For running the CoNLL test
- Create a data/CoNLL folder and place the aida-conll dataset inside (CoNLL_AIDA-YAGO2-dataset.tsv) To generate this dataset refer to https://www.mpi-inf.mpg.de/departments/databases-and-information-systems/research/yago-naga/aida/downloads/
Seting up the data run ./setup_data.sh to setup data for the wikilinksNED evaluation run ./setup_wikilinks.sh <db_user> <db_pass> <db_schema> <db_ip> to setup data for the conll evaluation run ./setup_conll.sh <db_user> <db_pass> <db_schema> <db_ip>
REMARK: as of now you are required to use the script at https://github.com/NoamGit/Wiki2JSON/ to extract Wikilinks from its original format (thrift) to an easier to work with json format. The resulting files should be stored at data/wikilinks/unprocessed. We are working to automate this process as soon as possible.

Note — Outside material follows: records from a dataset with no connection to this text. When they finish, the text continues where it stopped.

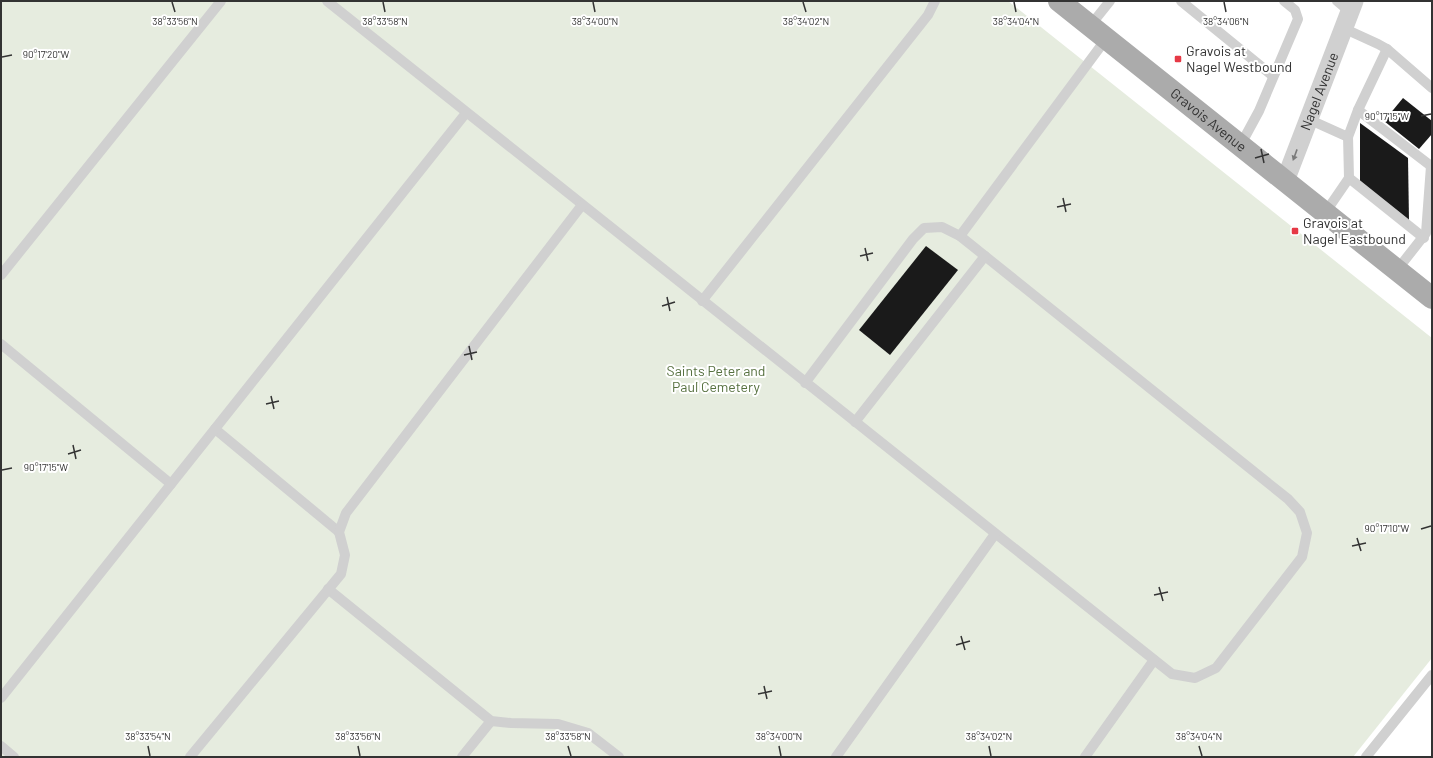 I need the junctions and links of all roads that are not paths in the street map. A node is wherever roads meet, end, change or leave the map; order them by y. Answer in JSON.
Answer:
{"nodes":[{"id":1,"x":221,"y":1,"type":"edge"},
{"id":2,"x":327,"y":1,"type":"edge"},
{"id":3,"x":935,"y":1,"type":"edge"},
{"id":4,"x":1059,"y":1,"type":"edge"},
{"id":5,"x":1110,"y":1,"type":"edge"},
{"id":6,"x":1180,"y":1,"type":"edge"},
{"id":7,"x":1284,"y":1,"type":"edge"},
{"id":8,"x":1346,"y":10,"type":"edge"},
{"id":9,"x":1098,"y":32,"type":"junction"},
{"id":10,"x":1386,"y":49,"type":"junction"},
{"id":11,"x":1273,"y":76,"type":"junction"},
{"id":12,"x":1432,"y":88,"type":"edge"},
{"id":13,"x":1358,"y":110,"type":"junction"},
{"id":14,"x":466,"y":113,"type":"junction"},
{"id":15,"x":1308,"y":119,"type":"junction"},
{"id":16,"x":1348,"y":136,"type":"junction"},
{"id":17,"x":1240,"y":146,"type":"junction"},
{"id":18,"x":1431,"y":165,"type":"edge"},
{"id":19,"x":1349,"y":178,"type":"junction"},
{"id":20,"x":1285,"y":181,"type":"junction"},
{"id":21,"x":582,"y":205,"type":"junction"},
{"id":22,"x":1325,"y":213,"type":"junction"},
{"id":23,"x":960,"y":236,"type":"junction"},
{"id":24,"x":1427,"y":236,"type":"edge"},
{"id":25,"x":985,"y":256,"type":"junction"},
{"id":26,"x":1397,"y":270,"type":"junction"},
{"id":27,"x":1,"y":275,"type":"edge"},
{"id":28,"x":1432,"y":298,"type":"edge"},
{"id":29,"x":702,"y":301,"type":"junction"},
{"id":30,"x":1,"y":344,"type":"edge"},
{"id":31,"x":805,"y":383,"type":"junction"},
{"id":32,"x":855,"y":422,"type":"junction"},
{"id":33,"x":215,"y":429,"type":"junction"},
{"id":34,"x":171,"y":484,"type":"junction"},
{"id":35,"x":339,"y":532,"type":"junction"},
{"id":36,"x":995,"y":534,"type":"junction"},
{"id":37,"x":328,"y":589,"type":"junction"},
{"id":38,"x":1154,"y":660,"type":"junction"},
{"id":39,"x":1432,"y":675,"type":"edge"},
{"id":40,"x":1,"y":698,"type":"edge"},
{"id":41,"x":491,"y":721,"type":"junction"},
{"id":42,"x":1,"y":746,"type":"edge"},
{"id":43,"x":14,"y":757,"type":"edge"},
{"id":44,"x":190,"y":757,"type":"edge"},
{"id":45,"x":462,"y":757,"type":"edge"},
{"id":46,"x":619,"y":757,"type":"edge"},
{"id":47,"x":836,"y":757,"type":"edge"},
{"id":48,"x":1085,"y":757,"type":"edge"},
{"id":49,"x":1366,"y":757,"type":"edge"}],
"edges":[{"from":1,"to":27,"type":"lane"},
{"from":2,"to":14,"type":"lane"},
{"from":3,"to":29,"type":"lane"},
{"from":4,"to":9,"type":"main road","name":"Gravois Avenue"},
{"from":5,"to":9,"type":"lane"},
{"from":6,"to":11,"type":"lane"},
{"from":7,"to":11,"type":"lane"},
{"from":8,"to":10,"type":"lane"},
{"from":8,"to":15,"type":"street","name":"Nagel Avenue"},
{"from":9,"to":17,"type":"main road","name":"Gravois Avenue"},
{"from":9,"to":23,"type":"lane"},
{"from":10,"to":12,"type":"lane"},
{"from":10,"to":13,"type":"lane"},
{"from":11,"to":17,"type":"lane"},
{"from":13,"to":16,"type":"lane"},
{"from":13,"to":18,"type":"lane"},
{"from":14,"to":21,"type":"lane"},
{"from":14,"to":33,"type":"lane"},
{"from":15,"to":16,"type":"lane"},
{"from":15,"to":20,"type":"street","name":"Nagel Avenue","one_way":true},
{"from":16,"to":19,"type":"lane"},
{"from":17,"to":20,"type":"main road","name":"Gravois Avenue"},
{"from":18,"to":24,"type":"lane"},
{"from":19,"to":22,"type":"lane"},
{"from":19,"to":24,"type":"lane"},
{"from":20,"to":22,"type":"main road","name":"Gravois Avenue"},
{"from":21,"to":29,"type":"lane"},
{"from":21,"to":35,"type":"lane"},
{"from":22,"to":26,"type":"main road","name":"Gravois Avenue"},
{"from":23,"to":25,"type":"lane"},
{"from":23,"to":31,"type":"lane"},
{"from":24,"to":26,"type":"lane"},
{"from":25,"to":32,"type":"lane"},
{"from":25,"to":38,"type":"lane"},
{"from":26,"to":28,"type":"main road","name":"Gravois Avenue"},
{"from":29,"to":31,"type":"lane"},
{"from":30,"to":34,"type":"lane"},
{"from":31,"to":32,"type":"lane"},
{"from":32,"to":36,"type":"lane"},
{"from":33,"to":34,"type":"lane"},
{"from":33,"to":35,"type":"lane"},
{"from":34,"to":40,"type":"lane"},
{"from":35,"to":37,"type":"lane"},
{"from":36,"to":38,"type":"lane"},
{"from":36,"to":47,"type":"lane"},
{"from":37,"to":41,"type":"lane"},
{"from":37,"to":44,"type":"lane"},
{"from":38,"to":48,"type":"lane"},
{"from":39,"to":49,"type":"lane"},
{"from":41,"to":45,"type":"lane"},
{"from":41,"to":46,"type":"lane"},
{"from":42,"to":43,"type":"lane"}]}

Running evaluations for running WikilinksNED evaluation run ./evaluateWikilinksNED.sh <db_user> <db_pass> <db_schema> <db_ip> for running CoNLL evaluation run ./pretrainOnWikipedia.sh <db_user> <db_pass> <db_schema> <db_ip> and then ./evaluateCoNLL.sh <db_user> <db_pass> <db_schema> <db_ip>
results are written to evaluation.txt file in the main directory
NOTES:
- Setting up data and running experiments takes a very long time.
- After setting up data for both experiments the data folder can reach 300+Gb
This code is provided as-is. Running this code or any part of it is at your own risk. We do not take any responsibility for running any of the code or usage of any of the data. Much of this code was written at the same time as I was learning Keras, TF and Theano. It has undergone many changes and was used for extensive experimentation. It is therefore probably full of design flaws and redundancies.